Required action — Reproduce exactly the lines from the line containing "ring mcp: (375, 365)" through the last line of the listing, and no others.

Supplied records —

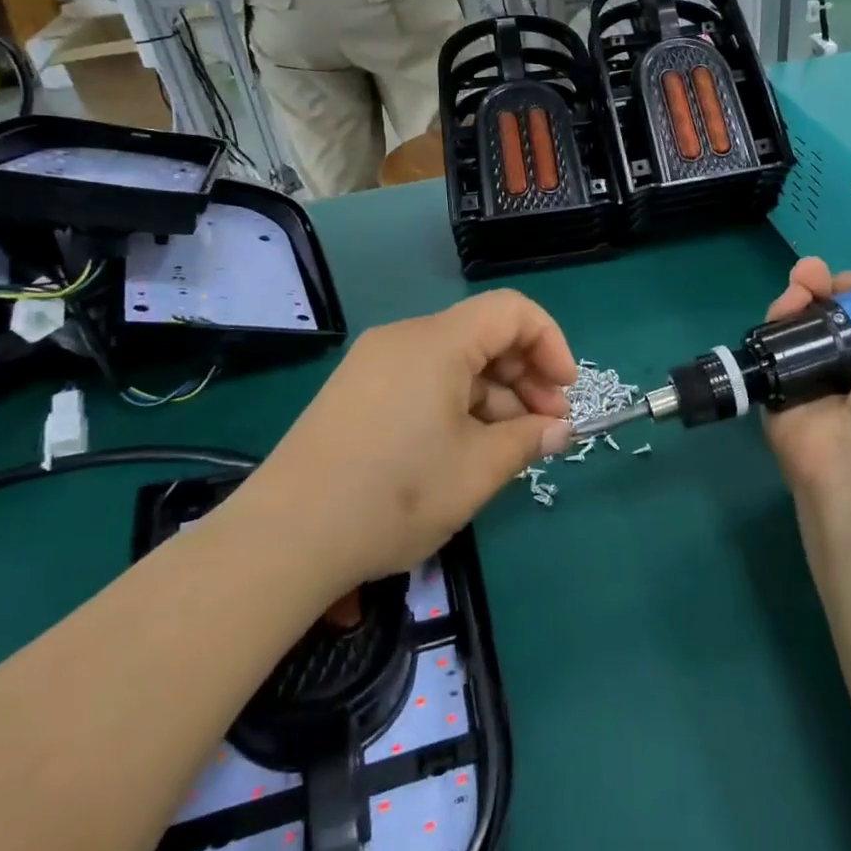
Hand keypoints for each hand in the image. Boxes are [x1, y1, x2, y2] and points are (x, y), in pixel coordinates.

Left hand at [231, 291, 576, 590]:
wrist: (285, 538)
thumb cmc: (396, 495)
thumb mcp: (477, 470)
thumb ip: (528, 440)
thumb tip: (558, 430)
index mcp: (437, 342)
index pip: (512, 311)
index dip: (550, 343)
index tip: (565, 393)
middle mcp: (405, 339)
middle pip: (484, 336)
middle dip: (525, 378)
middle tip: (544, 430)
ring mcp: (375, 365)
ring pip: (454, 363)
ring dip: (492, 398)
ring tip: (508, 451)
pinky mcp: (356, 393)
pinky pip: (423, 382)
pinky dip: (456, 406)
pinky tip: (465, 451)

Written response —
ring mcp: (375, 365)
ring pip: (454, 363)
ring dip: (492, 398)
ring tip: (508, 451)
pinky mcp: (356, 393)
pinky pip: (423, 382)
pinky dip: (456, 406)
pinky tip: (465, 451)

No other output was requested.